*** Opening of DATA EXTRACTS ***
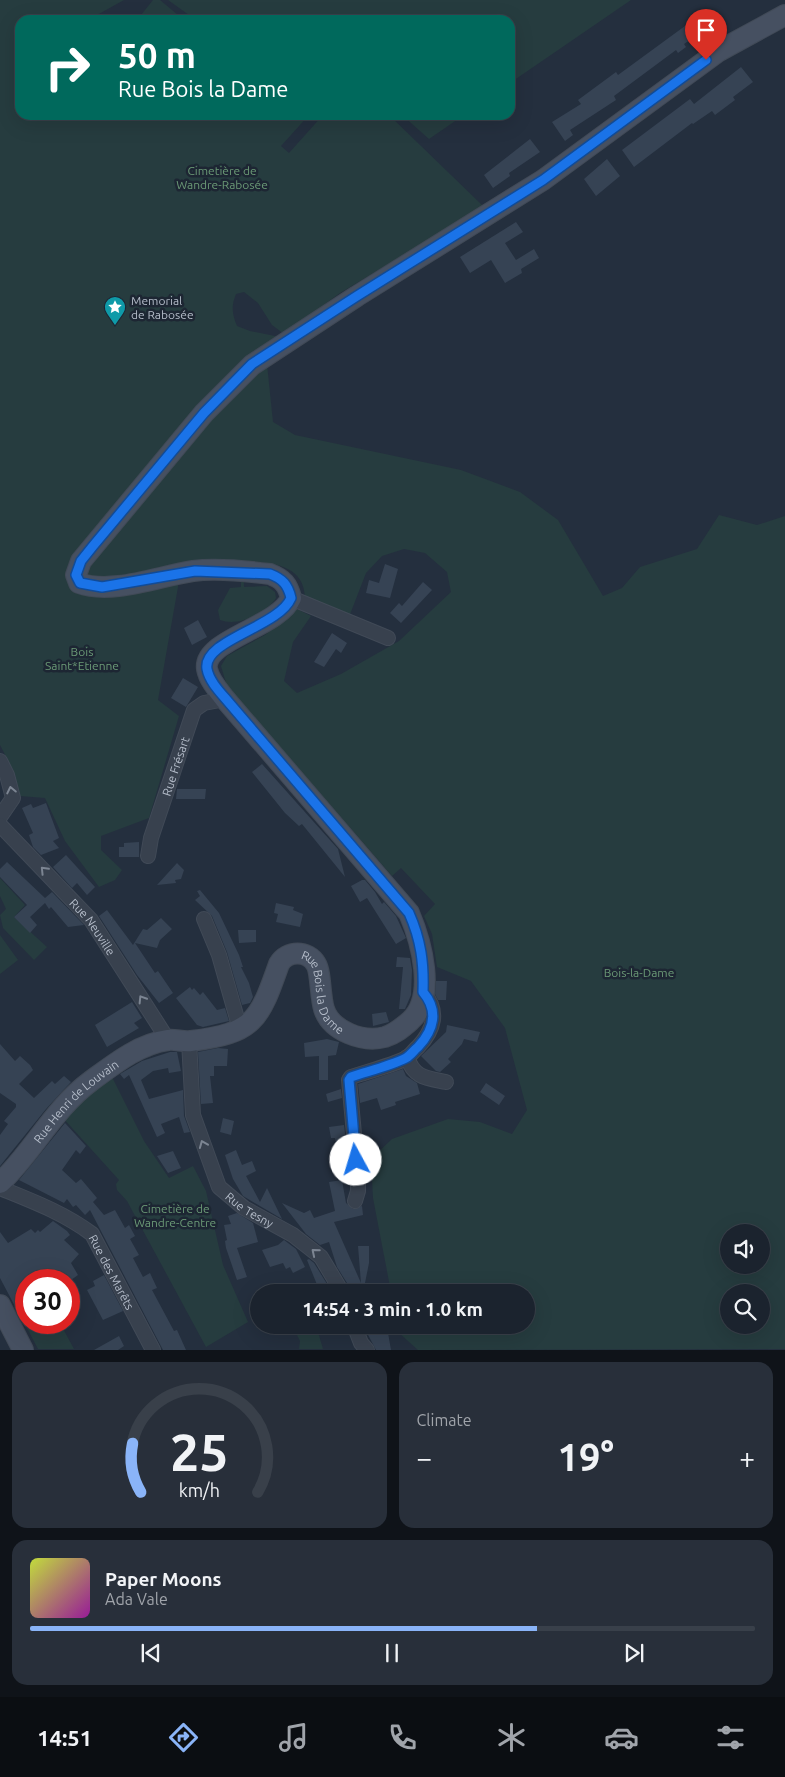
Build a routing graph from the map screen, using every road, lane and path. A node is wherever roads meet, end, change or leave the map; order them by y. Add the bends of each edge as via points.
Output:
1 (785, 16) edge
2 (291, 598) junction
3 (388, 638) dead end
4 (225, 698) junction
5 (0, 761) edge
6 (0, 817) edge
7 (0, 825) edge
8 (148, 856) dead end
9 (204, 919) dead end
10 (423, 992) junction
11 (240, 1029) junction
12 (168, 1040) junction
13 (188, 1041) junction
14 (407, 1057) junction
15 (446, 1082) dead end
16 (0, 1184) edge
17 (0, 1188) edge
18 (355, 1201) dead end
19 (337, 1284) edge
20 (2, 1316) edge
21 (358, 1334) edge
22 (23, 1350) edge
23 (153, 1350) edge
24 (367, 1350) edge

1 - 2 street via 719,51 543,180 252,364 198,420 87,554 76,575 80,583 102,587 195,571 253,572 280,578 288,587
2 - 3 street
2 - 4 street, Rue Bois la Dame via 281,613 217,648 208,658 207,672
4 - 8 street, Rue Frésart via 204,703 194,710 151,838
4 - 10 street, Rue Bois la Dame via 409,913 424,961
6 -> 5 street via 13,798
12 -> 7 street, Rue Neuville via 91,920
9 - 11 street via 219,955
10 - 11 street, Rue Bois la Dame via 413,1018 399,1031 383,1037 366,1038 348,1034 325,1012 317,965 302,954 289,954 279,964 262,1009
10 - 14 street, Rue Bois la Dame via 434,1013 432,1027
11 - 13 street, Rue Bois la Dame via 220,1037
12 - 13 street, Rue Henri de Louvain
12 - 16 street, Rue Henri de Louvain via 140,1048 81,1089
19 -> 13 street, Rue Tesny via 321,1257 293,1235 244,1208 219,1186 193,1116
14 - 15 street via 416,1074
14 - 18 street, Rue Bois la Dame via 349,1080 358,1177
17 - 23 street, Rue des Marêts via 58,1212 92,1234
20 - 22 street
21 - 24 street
*** Close of DATA EXTRACTS ***
▸ WHAT YOU ARE ASKED TO DO
Output all entries unchanged; skip the pictures.

▸ PROBLEM SOLUTION
Build a routing graph from the map screen, using every road, lane and path. A node is wherever roads meet, end, change or leave the map; order them by y. Add the bends of each edge as via points.
Output:
1 (785, 16) edge
2 (291, 598) junction
3 (388, 638) dead end
4 (225, 698) junction
5 (0, 761) edge
6 (0, 817) edge
7 (0, 825) edge
8 (148, 856) dead end
9 (204, 919) dead end
10 (423, 992) junction
11 (240, 1029) junction
12 (168, 1040) junction
13 (188, 1041) junction
14 (407, 1057) junction
15 (446, 1082) dead end
16 (0, 1184) edge
17 (0, 1188) edge
18 (355, 1201) dead end
19 (337, 1284) edge
20 (2, 1316) edge
21 (358, 1334) edge
22 (23, 1350) edge
23 (153, 1350) edge
24 (367, 1350) edge

1 - 2 street via 719,51 543,180 252,364 198,420 87,554 76,575 80,583 102,587 195,571 253,572 280,578 288,587
2 - 3 street
2 - 4 street, Rue Bois la Dame via 281,613 217,648 208,658 207,672
4 - 8 street, Rue Frésart via 204,703 194,710 151,838
4 - 10 street, Rue Bois la Dame via 409,913 424,961
6 -> 5 street via 13,798
12 -> 7 street, Rue Neuville via 91,920
9 - 11 street via 219,955
10 - 11 street, Rue Bois la Dame via 413,1018 399,1031 383,1037 366,1038 348,1034 325,1012 317,965 302,954 289,954 279,964 262,1009
10 - 14 street, Rue Bois la Dame via 434,1013 432,1027
11 - 13 street, Rue Bois la Dame via 220,1037
12 - 13 street, Rue Henri de Louvain
12 - 16 street, Rue Henri de Louvain via 140,1048 81,1089
19 -> 13 street, Rue Tesny via 321,1257 293,1235 244,1208 219,1186 193,1116
14 - 15 street via 416,1074
14 - 18 street, Rue Bois la Dame via 349,1080 358,1177
17 - 23 street, Rue des Marêts via 58,1212 92,1234
20 - 22 street
21 - 24 street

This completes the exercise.